Your goal = Copy every line of the data exactly, keeping out any picture.

(Collected data entries)

==================================================

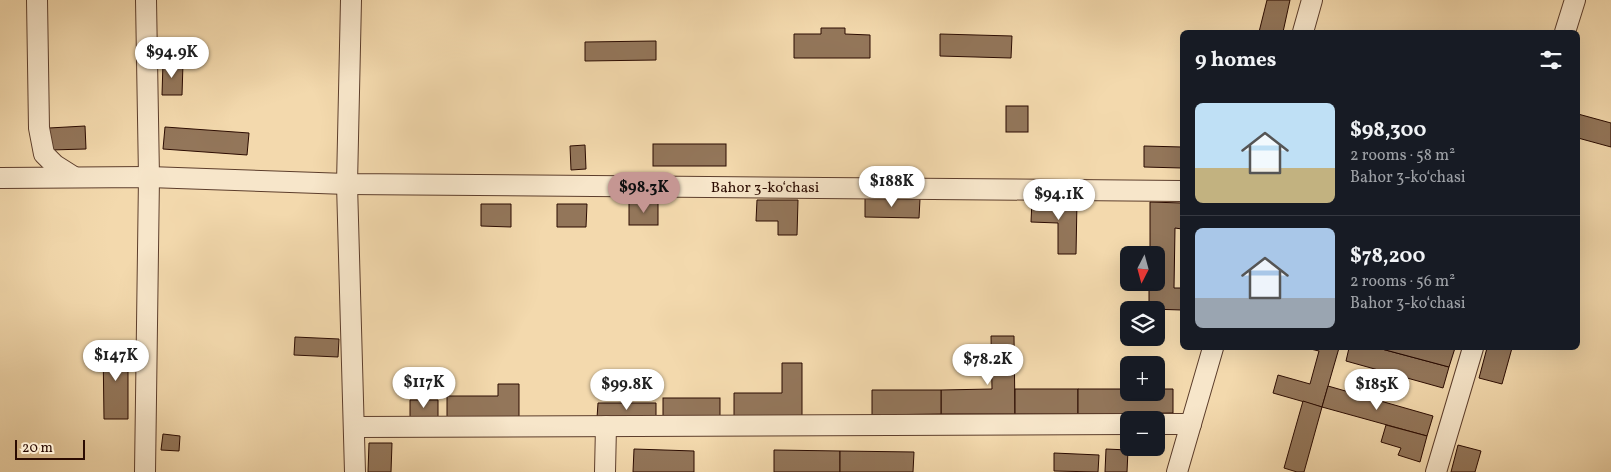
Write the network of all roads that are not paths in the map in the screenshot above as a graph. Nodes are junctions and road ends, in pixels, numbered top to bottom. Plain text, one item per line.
1 (37, 0) edge
2 (146, 0) edge
3 (351, 0) edge
4 (1312, 0) edge
5 (1575, 0) edge
6 (1304, 30) edge
7 (1566, 30) edge
8 (74, 177) junction
9 (149, 177) junction
10 (0, 178) edge
11 (347, 184) junction
12 (1180, 191) edge
13 (1212, 350) edge
14 (1472, 350) edge
15 (1120, 424) edge
16 (1165, 424) edge
17 (1191, 424) junction
18 (606, 426) junction
19 (354, 427) junction
20 (145, 472) edge
21 (354, 472) edge
22 (606, 472) edge
23 (1177, 472) edge
24 (1436, 472) edge

1 - 8 street
2 - 9 street
3 - 11 street
4 - 6 street
5 - 7 street
8 - 9 street, Bahor 3-koʻchasi
8 - 10 street, Bahor 3-koʻchasi
9 - 11 street, Bahor 3-koʻchasi
9 - 20 street
11 - 12 street, Bahor 3-koʻchasi
11 - 19 street
13 - 17 street
14 - 24 street
15 - 18 street
16 - 17 street
17 - 23 street
18 - 19 street
18 - 22 street
19 - 21 street

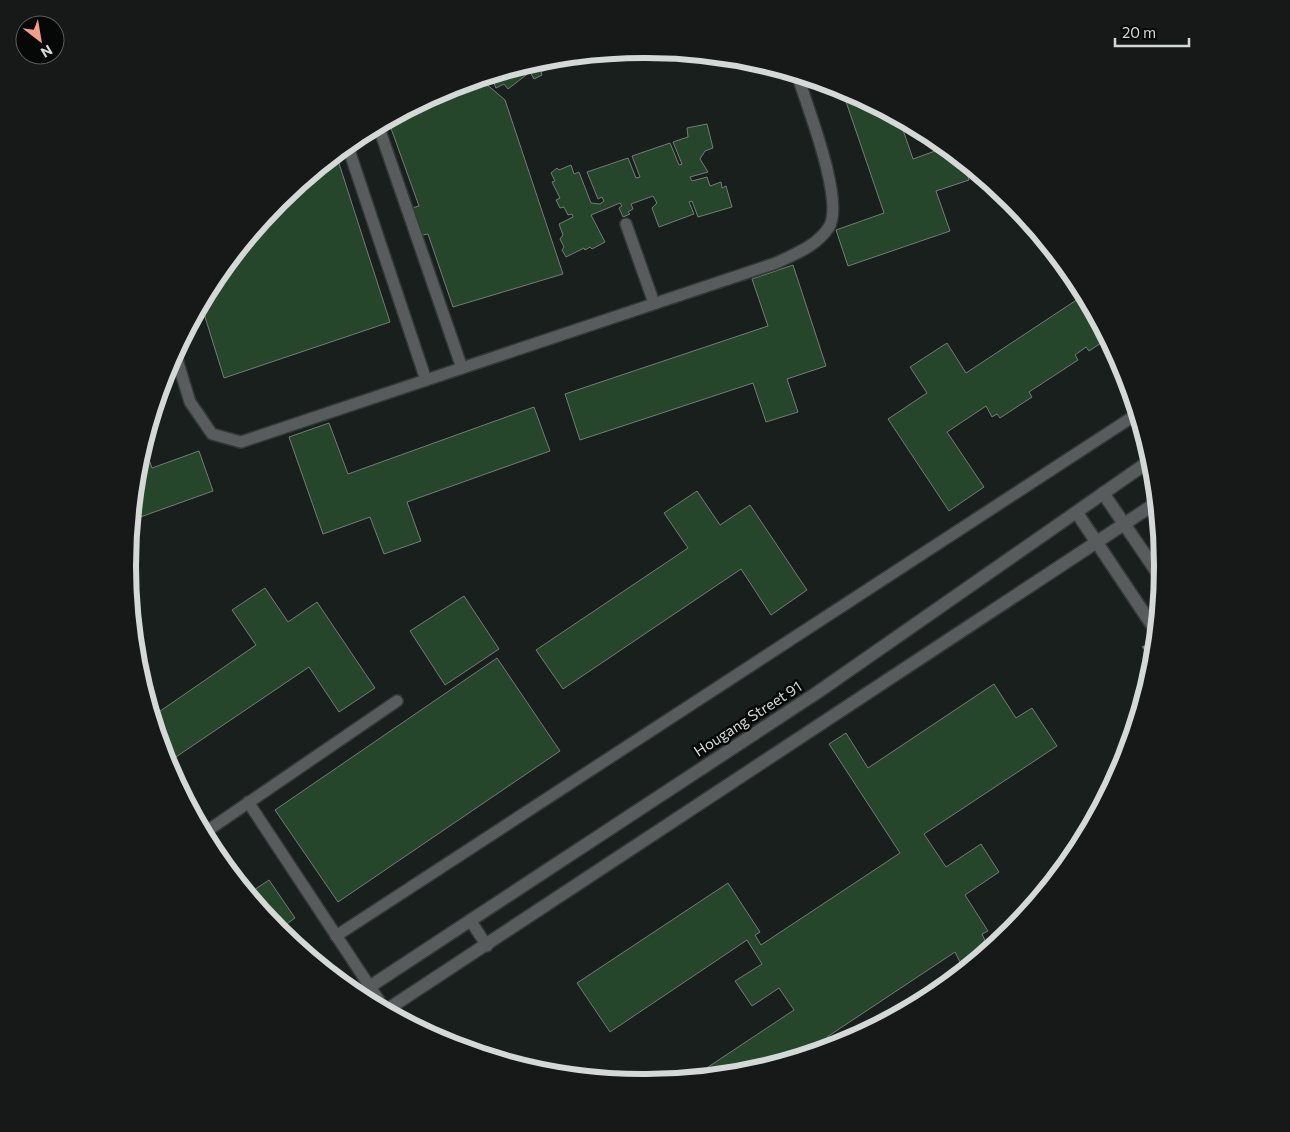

==================================================

Your response =
Write the network of all roads that are not paths in the map in the screenshot above as a graph. Nodes are junctions and road ends, in pixels, numbered top to bottom. Plain text, one item per line.
1 (37, 0) edge
2 (146, 0) edge
3 (351, 0) edge
4 (1312, 0) edge
5 (1575, 0) edge
6 (1304, 30) edge
7 (1566, 30) edge
8 (74, 177) junction
9 (149, 177) junction
10 (0, 178) edge
11 (347, 184) junction
12 (1180, 191) edge
13 (1212, 350) edge
14 (1472, 350) edge
15 (1120, 424) edge
16 (1165, 424) edge
17 (1191, 424) junction
18 (606, 426) junction
19 (354, 427) junction
20 (145, 472) edge
21 (354, 472) edge
22 (606, 472) edge
23 (1177, 472) edge
24 (1436, 472) edge

1 - 8 street
2 - 9 street
3 - 11 street
4 - 6 street
5 - 7 street
8 - 9 street, Bahor 3-koʻchasi
8 - 10 street, Bahor 3-koʻchasi
9 - 11 street, Bahor 3-koʻchasi
9 - 20 street
11 - 12 street, Bahor 3-koʻchasi
11 - 19 street
13 - 17 street
14 - 24 street
15 - 18 street
16 - 17 street
17 - 23 street
18 - 19 street
18 - 22 street
19 - 21 street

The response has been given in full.